╭──
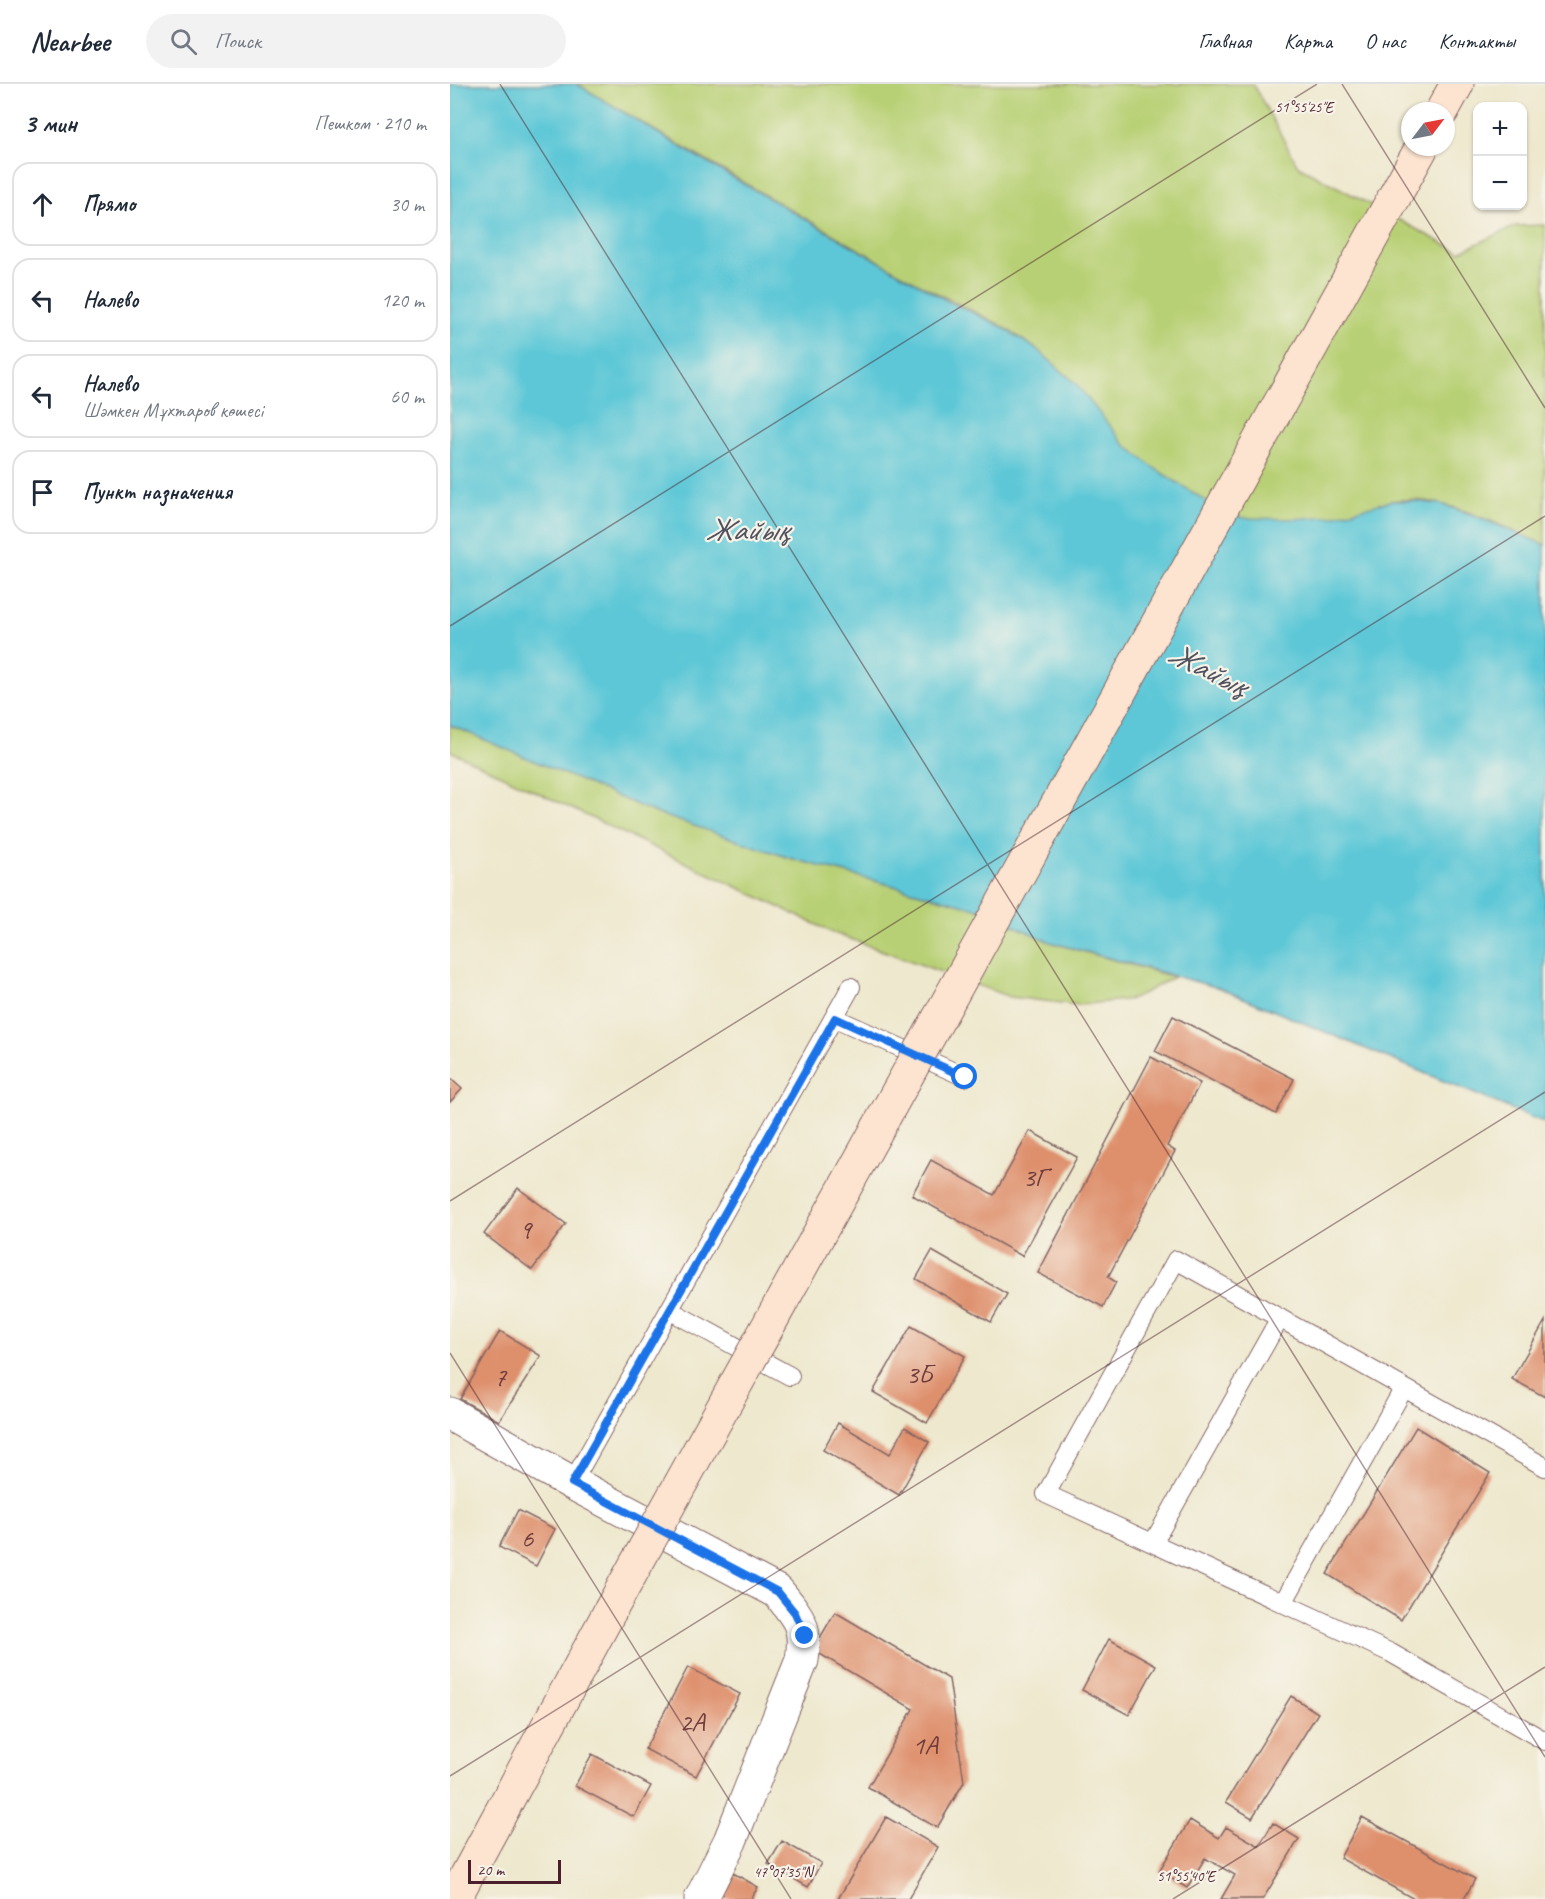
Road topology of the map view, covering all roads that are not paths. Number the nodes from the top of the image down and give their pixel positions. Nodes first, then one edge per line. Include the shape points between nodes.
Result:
1 (1457, 84) edge
2 (1447, 102) edge
3 (1417, 156) edge
4 (851, 987) dead end
5 (835, 1018) junction
6 (965, 1077) dead end
7 (669, 1310) junction
8 (1280, 1318) junction
9 (790, 1376) dead end
10 (1404, 1388) junction
11 (450, 1414) edge
12 (1545, 1467) edge
13 (572, 1483) junction
14 (1153, 1543) junction
15 (1283, 1603) junction
16 (1545, 1741) edge
17 (454, 1899) edge
18 (701, 1899) edge

1 - 2 main road
3 - 17 main road, bridge
4 - 5 lane
5 - 6 lane
5 - 7 lane
7 - 9 lane
7 - 13 lane
8 - 10 lane
8 - 14 lane
8 - 14 lane via 1176,1260 1046,1494
10 - 12 lane
10 - 15 lane
11 - 13 street
13 - 18 street via 778,1592 795,1613 805,1636 802,1660 730,1841
14 - 15 lane
15 - 16 lane via 1391,1653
╰──
== Directions ==
Every entry above is to be set down exactly; the pictures are to be left out.

== Reply ==
Road topology of the map view, covering all roads that are not paths. Number the nodes from the top of the image down and give their pixel positions. Nodes first, then one edge per line. Include the shape points between nodes.
Result:
1 (1457, 84) edge
2 (1447, 102) edge
3 (1417, 156) edge
4 (851, 987) dead end
5 (835, 1018) junction
6 (965, 1077) dead end
7 (669, 1310) junction
8 (1280, 1318) junction
9 (790, 1376) dead end
10 (1404, 1388) junction
11 (450, 1414) edge
12 (1545, 1467) edge
13 (572, 1483) junction
14 (1153, 1543) junction
15 (1283, 1603) junction
16 (1545, 1741) edge
17 (454, 1899) edge
18 (701, 1899) edge

1 - 2 main road
3 - 17 main road, bridge
4 - 5 lane
5 - 6 lane
5 - 7 lane
7 - 9 lane
7 - 13 lane
8 - 10 lane
8 - 14 lane
8 - 14 lane via 1176,1260 1046,1494
10 - 12 lane
10 - 15 lane
11 - 13 street
13 - 18 street via 778,1592 795,1613 805,1636 802,1660 730,1841
14 - 15 lane
15 - 16 lane via 1391,1653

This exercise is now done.